A primer on functional PyTorch

How to use `write Jax-style PyTorch models`

Published in

Towards Data Science

6 min readMay 7, 2023

Photo by Ricardo Gomez Angel on Unsplash

PyTorch has recently integrated the torch.func module into its main codebase in the 2.0 release. This module, previously known as functorch, enables the development of purely functional neural network models in PyTorch with a straightforward API. This package is PyTorch’s response to the growing popularity of Jax, a Python framework for general differentiable programming built using a functional programming paradigm from the ground up.

In this post, we will first introduce the basics of torch.func, followed by a simple end-to-end example of using a neural network (NN) model to fit a non-linear function. While using an NN for this task is admittedly overkill, it works well for illustrative purposes. Additionally, we will discover some of the benefits of adopting a functional approach when constructing NN models.

Write a functional model

Using torch.func begins in the same way as standard PyTorch: you need to construct a neural network. For simplicity, let us define a very simple one composed of an arbitrary number of linear layers and non-linear activation functions. The forward pass takes a batch of data points as input, where the model is evaluated.

class SimpleNN(nn.Module):
    def __init__(
        self,
        num_layers: int = 1,
        num_neurons: int = 5,
    ) -> None:
        """Basic neural network architecture with linear layers
        
        Args:
            num_layers (int, optional): number of hidden layers
            num_neurons (int, optional): neurons for each hidden layer
        """
        super().__init__()
        
        layers = []

        # input layer
        layers.append(nn.Linear(1, num_neurons))

        # hidden layers with linear layer and activation
        for _ in range(num_layers):
            layers.extend([nn.Linear(num_neurons, num_neurons), nn.Tanh()])

        # output layer
        layers.append(nn.Linear(num_neurons, 1))

        # build the network
        self.network = nn.Sequential(*layers)

    def forward(self, x: torch.Tensor) -> torch.Tensor:
        return self.network(x.reshape(-1, 1)).squeeze()

Now things get interesting. Recall that torch.func allows to build purely functional models. But what does in mean in practice?

First of all, one needs to grasp the central concept of functional programming: pure functions. Essentially, a pure function has two defining properties:

its return values are identical for identical input arguments
it has no side effects, meaning it does not modify its input arguments in any way

By this definition, most of the methods of a standard PyTorch module are not pure since the parameters are stored within the PyTorch model. In other words, a standard PyTorch model is stateful rather than stateless, as required by the functional paradigm. Consider this code:

import torch

x = torch.randn(10)
model = SimpleNN() # constructed above
optimizer = torch.optim.SGD(model.parameters())

# modify the state of the model
# by applying a single optimization step
out1 = model(x)
model.backward()
optimizer.step()

# recompute the output with exactly the same input
out2 = model(x)
assert not torch.equal(out1, out2)

The forward pass of the model has not the same output for identical input arguments since the optimizer updated the parameters in place.
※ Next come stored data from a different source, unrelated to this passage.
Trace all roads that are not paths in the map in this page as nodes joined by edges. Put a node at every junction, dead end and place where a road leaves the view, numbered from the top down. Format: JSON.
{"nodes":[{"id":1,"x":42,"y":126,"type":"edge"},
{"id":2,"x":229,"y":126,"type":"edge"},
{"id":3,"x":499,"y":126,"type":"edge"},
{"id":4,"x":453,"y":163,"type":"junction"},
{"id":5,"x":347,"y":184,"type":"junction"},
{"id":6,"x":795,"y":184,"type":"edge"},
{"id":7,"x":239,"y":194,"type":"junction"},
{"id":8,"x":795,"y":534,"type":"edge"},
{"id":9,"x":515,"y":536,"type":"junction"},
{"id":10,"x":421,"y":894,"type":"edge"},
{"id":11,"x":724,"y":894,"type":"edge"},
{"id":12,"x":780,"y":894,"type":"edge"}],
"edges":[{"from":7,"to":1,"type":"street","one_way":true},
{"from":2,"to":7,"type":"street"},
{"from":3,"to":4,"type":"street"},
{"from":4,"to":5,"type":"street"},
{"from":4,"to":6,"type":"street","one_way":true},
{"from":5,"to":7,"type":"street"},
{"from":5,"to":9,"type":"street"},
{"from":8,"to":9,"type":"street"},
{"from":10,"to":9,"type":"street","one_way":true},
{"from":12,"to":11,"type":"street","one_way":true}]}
One way for making a PyTorch module pure would then be to decouple the parameters from the model, thus making the model completely stateless. This is exactly what the torch.func.functional_call() routine does:

import torch
from torch.func import functional_call

x = torch.randn(10) # random input data
model = SimpleNN() # constructed above
params = dict(model.named_parameters()) # model parameters

# make a functional call to the model above
out = functional_call(model, params, (x,))
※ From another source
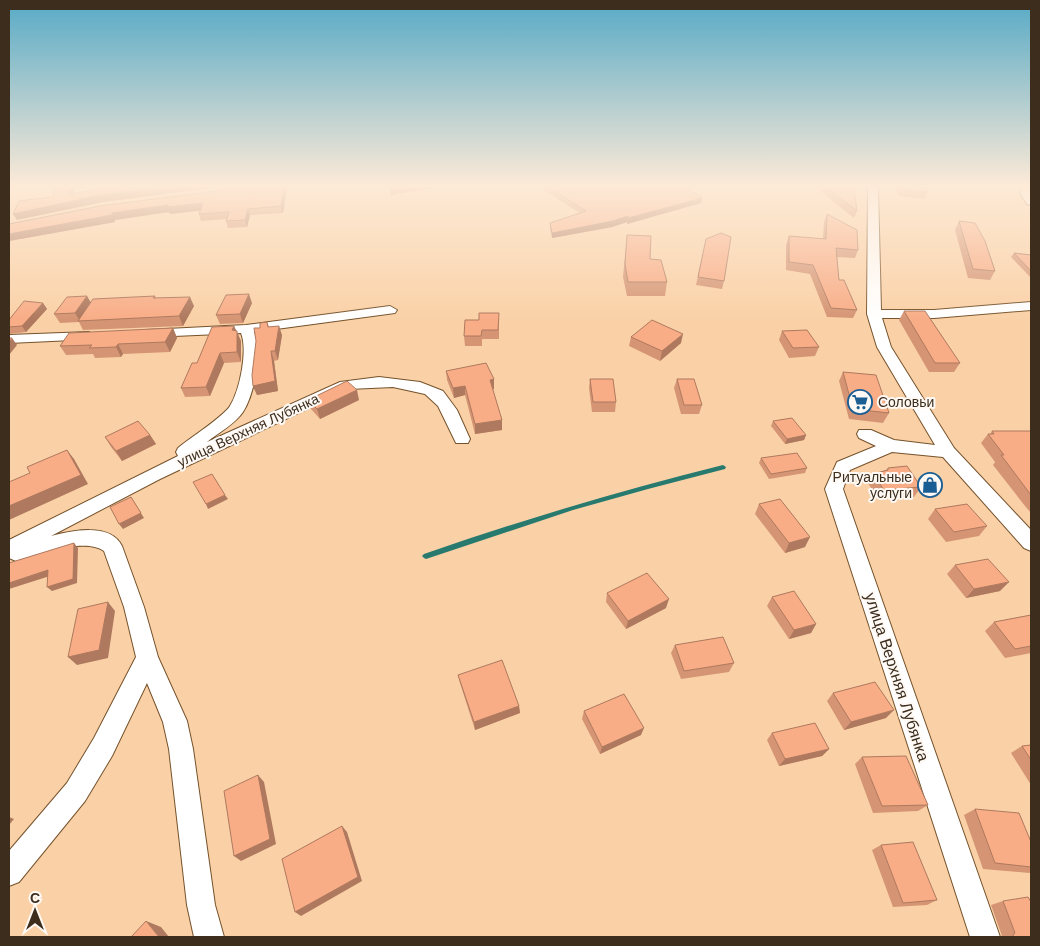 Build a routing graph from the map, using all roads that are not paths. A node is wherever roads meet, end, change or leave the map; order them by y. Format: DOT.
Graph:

Now that we have a purely functional forward pass for our neural network model, we can explore how to use it with the composable primitives provided by PyTorch’s functional API. This allows us to construct complex models using modular building blocks, each with its own functional implementation.

Composable function transforms

I just showed how to define a purely functional forward pass for our model. But how can we define differentiation rules and loss functions with it? We need to use the composable function transforms provided by torch.func.

Function transforms consist of a set of routines, each of which returns a function that can be used to evaluate specific quantities. This kind of function that returns another function is known as a higher-order function. For example, one can use the grad primitive to evaluate the gradients with respect to the input data x as follow:

from torch.func import grad

# the `grad` function returns another function
# which takes the same inputs as the model forward pass
grad_fn = grad(model)

# now this function can be used to compute gradients
# with respect to the first input
params = tuple(model.parameters())
grad_values = grad_fn(x[0], params)

Notice that, by default, the grad function applies to a single number. One can use another function transform calledvmap to efficiently deal with batches of inputs. Notice that vmap performs also automatic parallelization when multiple CPUs or GPUs are available without any code change.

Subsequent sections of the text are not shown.